[[ Data extracts open ]]

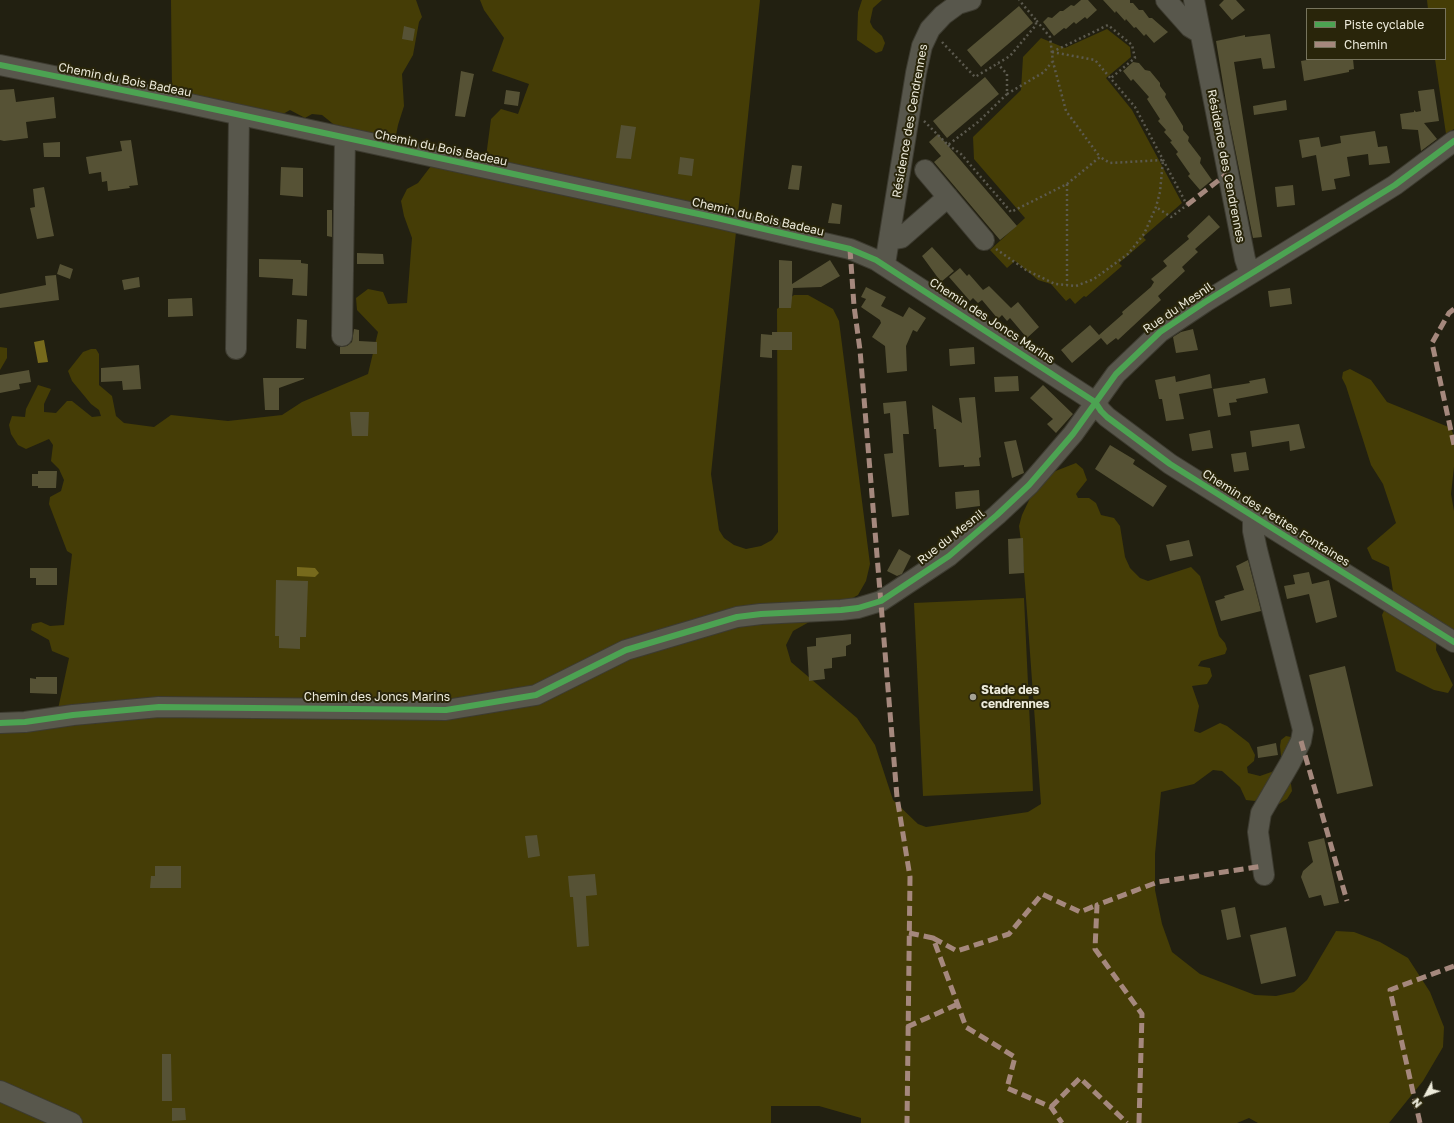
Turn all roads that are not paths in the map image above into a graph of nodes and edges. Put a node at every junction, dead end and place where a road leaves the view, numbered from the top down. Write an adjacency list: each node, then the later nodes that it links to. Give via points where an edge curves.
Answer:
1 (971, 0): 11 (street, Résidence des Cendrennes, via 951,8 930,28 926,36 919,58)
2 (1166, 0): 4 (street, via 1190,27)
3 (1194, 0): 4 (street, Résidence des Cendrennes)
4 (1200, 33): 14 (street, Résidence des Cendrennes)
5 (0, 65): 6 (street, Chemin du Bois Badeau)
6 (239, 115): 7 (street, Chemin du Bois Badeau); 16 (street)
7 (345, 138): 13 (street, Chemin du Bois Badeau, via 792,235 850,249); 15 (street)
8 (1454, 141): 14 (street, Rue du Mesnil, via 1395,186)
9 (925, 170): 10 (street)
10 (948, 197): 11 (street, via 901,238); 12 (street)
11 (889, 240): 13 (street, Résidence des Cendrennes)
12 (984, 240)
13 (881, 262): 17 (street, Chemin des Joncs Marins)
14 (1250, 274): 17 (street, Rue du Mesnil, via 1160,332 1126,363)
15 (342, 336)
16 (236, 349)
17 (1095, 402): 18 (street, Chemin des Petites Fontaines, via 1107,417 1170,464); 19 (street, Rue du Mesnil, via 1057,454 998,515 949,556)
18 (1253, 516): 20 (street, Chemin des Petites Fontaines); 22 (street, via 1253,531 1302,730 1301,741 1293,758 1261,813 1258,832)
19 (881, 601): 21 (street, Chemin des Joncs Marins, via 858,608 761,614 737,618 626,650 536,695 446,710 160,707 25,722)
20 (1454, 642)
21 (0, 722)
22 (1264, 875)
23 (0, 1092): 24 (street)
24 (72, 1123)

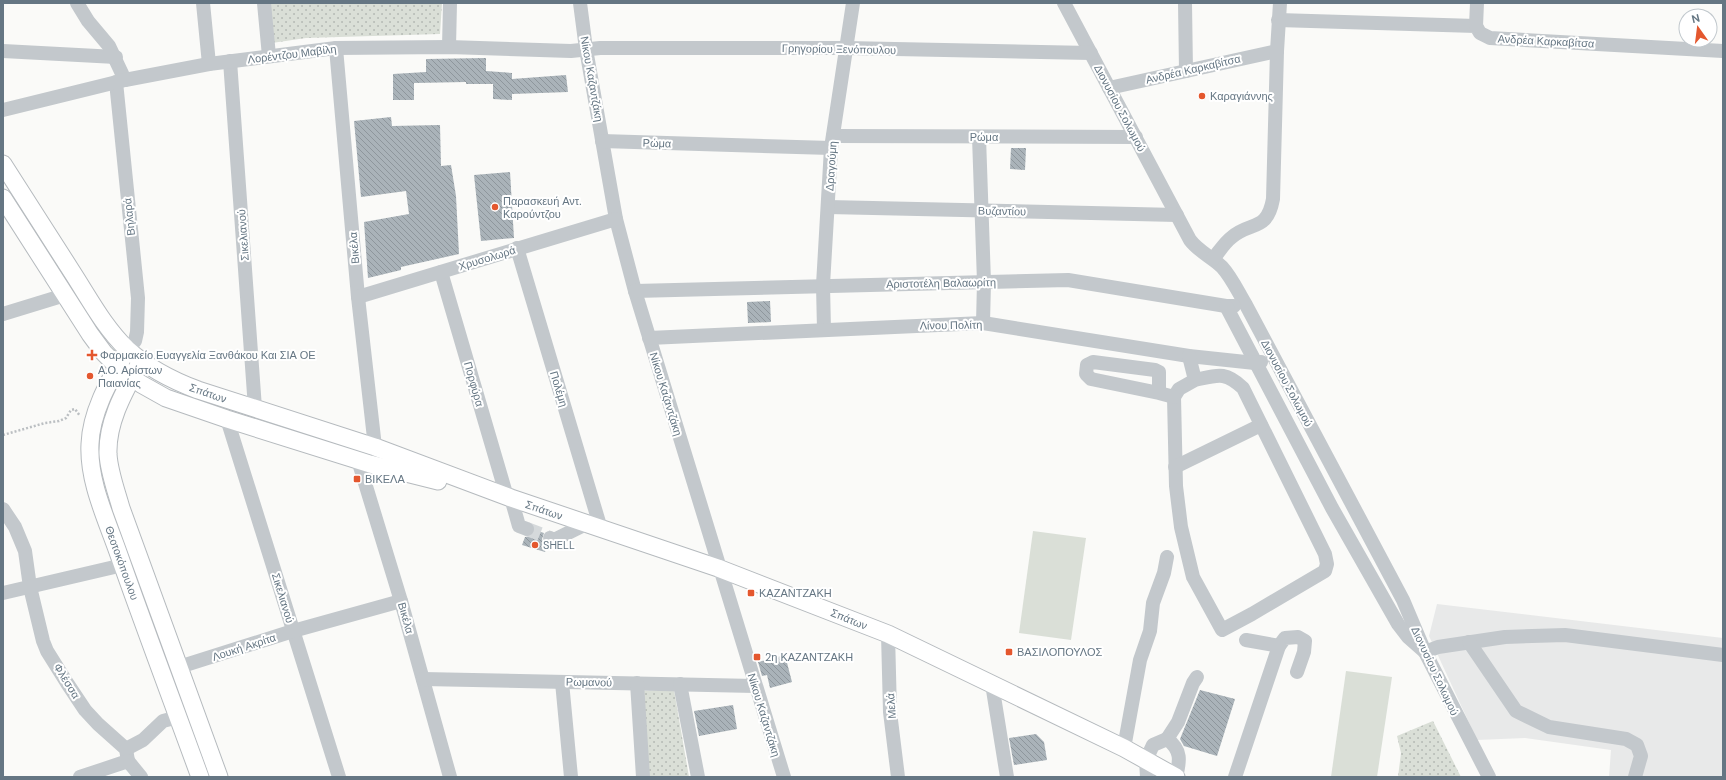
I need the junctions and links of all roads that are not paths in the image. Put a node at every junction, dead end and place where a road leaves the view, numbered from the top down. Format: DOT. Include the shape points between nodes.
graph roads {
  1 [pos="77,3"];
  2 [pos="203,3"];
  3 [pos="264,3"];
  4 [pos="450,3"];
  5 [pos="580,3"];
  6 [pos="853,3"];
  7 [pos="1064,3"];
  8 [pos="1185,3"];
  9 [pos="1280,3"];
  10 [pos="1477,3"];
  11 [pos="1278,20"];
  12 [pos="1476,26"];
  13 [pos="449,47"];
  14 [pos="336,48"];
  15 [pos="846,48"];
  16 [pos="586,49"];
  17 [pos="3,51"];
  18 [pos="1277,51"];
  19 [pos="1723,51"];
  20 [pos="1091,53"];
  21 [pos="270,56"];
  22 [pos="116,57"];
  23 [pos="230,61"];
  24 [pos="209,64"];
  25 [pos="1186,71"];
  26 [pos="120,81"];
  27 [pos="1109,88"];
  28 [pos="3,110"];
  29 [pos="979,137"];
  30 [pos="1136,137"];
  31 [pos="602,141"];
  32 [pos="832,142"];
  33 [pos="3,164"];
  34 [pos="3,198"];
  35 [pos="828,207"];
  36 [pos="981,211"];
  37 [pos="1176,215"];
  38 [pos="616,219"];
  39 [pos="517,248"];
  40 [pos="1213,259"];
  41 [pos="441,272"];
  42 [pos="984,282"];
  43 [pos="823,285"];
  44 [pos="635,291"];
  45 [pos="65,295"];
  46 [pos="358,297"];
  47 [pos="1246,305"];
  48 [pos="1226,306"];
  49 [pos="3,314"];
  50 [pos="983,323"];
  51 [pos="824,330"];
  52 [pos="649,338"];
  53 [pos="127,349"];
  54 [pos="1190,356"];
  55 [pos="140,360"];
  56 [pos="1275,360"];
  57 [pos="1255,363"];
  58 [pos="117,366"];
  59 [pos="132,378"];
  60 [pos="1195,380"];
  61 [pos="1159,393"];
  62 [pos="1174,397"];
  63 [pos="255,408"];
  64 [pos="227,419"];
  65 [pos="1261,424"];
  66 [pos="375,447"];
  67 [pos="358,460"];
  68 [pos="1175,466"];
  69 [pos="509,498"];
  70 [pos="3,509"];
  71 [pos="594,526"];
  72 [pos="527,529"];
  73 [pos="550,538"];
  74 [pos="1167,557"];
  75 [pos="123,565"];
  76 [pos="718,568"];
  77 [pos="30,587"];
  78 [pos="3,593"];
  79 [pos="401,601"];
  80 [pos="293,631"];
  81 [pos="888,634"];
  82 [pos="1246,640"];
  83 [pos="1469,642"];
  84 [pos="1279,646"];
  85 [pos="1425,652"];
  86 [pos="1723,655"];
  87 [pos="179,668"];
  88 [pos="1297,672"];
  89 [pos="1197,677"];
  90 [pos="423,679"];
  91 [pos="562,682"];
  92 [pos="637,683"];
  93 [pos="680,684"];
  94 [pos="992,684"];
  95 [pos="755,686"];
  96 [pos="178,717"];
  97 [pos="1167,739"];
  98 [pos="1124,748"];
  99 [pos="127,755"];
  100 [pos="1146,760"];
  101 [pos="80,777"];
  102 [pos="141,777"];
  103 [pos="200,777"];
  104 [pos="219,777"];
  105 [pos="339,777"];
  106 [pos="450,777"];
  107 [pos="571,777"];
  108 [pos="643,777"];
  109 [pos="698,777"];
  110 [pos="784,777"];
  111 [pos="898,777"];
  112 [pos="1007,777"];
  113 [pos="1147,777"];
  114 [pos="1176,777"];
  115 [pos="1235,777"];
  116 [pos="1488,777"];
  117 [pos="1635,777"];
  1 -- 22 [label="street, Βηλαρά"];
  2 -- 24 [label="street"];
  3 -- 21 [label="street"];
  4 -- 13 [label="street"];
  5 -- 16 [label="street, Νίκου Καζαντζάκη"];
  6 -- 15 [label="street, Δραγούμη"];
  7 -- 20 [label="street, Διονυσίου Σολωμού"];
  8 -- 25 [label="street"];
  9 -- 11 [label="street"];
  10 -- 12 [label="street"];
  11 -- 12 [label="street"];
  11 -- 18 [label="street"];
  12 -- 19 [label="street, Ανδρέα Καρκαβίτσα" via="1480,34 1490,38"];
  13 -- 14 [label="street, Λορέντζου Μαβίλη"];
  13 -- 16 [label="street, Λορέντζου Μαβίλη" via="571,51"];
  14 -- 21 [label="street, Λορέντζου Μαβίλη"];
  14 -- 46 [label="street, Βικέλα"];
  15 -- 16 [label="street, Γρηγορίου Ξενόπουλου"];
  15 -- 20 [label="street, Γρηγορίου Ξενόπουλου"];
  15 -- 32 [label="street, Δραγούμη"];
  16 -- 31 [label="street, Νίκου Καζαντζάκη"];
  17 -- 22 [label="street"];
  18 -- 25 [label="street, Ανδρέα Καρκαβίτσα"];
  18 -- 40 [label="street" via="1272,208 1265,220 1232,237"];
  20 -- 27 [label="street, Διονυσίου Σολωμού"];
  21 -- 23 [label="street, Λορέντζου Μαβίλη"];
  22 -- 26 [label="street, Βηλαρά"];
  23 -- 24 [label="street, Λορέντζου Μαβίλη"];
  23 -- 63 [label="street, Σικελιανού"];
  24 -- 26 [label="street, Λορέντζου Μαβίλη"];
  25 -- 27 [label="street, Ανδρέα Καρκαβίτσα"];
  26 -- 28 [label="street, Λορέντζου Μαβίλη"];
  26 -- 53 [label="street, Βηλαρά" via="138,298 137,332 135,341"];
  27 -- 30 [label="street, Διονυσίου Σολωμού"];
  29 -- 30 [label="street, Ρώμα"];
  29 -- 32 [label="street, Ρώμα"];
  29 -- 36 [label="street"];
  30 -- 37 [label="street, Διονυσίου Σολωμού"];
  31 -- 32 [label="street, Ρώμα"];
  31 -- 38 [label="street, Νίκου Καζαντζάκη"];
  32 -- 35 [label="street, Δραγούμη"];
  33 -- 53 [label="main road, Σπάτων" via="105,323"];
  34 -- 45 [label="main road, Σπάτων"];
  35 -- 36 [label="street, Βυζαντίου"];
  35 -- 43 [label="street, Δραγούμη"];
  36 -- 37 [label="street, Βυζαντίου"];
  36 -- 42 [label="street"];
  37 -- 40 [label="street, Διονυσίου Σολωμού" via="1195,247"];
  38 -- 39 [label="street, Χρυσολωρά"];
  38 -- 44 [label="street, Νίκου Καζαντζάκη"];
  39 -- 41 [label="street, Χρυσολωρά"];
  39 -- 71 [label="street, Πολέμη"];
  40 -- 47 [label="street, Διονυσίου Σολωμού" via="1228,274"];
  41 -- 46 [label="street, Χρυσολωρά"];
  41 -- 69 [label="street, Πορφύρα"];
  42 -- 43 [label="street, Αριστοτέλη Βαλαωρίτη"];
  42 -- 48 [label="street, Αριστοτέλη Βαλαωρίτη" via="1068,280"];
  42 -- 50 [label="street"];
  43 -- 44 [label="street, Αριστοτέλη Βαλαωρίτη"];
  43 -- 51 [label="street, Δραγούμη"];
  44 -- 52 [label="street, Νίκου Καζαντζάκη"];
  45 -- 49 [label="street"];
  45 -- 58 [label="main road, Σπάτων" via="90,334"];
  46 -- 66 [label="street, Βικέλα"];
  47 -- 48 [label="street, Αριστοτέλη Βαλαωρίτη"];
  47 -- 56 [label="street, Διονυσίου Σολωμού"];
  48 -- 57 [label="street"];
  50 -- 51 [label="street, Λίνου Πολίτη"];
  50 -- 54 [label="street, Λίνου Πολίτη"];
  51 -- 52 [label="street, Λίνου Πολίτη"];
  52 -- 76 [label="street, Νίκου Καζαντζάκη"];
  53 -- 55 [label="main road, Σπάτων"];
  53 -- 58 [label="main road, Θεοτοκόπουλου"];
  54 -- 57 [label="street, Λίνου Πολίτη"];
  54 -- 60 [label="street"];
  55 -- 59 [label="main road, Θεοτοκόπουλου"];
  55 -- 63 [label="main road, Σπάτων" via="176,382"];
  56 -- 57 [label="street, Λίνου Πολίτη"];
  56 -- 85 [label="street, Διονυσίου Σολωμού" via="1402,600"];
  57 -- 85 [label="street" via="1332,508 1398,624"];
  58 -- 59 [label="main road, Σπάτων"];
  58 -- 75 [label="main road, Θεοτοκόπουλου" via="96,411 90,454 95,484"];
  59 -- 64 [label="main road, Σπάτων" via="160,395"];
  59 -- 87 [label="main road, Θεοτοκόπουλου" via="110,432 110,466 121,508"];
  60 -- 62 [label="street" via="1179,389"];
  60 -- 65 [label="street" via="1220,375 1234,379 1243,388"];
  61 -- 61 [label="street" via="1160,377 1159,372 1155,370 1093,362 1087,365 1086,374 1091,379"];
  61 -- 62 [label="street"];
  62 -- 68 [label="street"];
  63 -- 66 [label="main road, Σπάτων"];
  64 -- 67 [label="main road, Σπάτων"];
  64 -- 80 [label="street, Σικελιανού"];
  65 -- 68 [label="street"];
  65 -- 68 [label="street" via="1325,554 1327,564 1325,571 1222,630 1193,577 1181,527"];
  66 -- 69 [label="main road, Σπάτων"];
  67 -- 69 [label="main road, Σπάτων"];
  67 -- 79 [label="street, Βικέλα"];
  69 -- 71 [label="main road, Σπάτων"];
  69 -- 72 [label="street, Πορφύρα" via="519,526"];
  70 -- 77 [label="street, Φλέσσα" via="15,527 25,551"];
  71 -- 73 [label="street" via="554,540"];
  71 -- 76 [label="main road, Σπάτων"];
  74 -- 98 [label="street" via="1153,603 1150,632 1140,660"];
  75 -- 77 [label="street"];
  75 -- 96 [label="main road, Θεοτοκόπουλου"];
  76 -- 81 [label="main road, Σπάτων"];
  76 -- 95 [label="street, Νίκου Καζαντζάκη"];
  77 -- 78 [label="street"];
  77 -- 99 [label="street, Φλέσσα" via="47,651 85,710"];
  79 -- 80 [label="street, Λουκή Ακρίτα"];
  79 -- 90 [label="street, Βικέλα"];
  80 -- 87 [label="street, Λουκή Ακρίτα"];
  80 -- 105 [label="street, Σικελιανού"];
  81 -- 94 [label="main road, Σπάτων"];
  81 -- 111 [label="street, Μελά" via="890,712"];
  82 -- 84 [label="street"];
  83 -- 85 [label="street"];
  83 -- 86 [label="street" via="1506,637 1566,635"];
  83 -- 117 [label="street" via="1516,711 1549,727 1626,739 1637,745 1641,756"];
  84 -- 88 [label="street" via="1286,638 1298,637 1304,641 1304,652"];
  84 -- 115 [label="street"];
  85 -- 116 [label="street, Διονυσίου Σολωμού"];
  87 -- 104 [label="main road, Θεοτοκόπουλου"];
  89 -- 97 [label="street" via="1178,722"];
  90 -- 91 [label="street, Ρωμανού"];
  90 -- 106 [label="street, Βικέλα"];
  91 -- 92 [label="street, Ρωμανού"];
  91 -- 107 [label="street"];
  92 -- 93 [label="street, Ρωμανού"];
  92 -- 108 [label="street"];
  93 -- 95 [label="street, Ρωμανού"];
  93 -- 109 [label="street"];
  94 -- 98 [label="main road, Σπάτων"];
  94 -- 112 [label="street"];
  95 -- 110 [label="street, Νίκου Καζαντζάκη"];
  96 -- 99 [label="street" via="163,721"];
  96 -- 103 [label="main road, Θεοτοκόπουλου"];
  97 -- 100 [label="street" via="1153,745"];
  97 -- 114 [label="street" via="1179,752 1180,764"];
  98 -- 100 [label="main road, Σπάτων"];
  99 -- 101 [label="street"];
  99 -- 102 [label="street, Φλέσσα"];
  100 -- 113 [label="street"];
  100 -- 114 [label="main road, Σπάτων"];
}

[[ Data extracts closed ]]

*What to produce*. Looking at each line of the records, count the ones where the word "Ανδρέα" appears, and report only the count.

*Finished exercise*. 3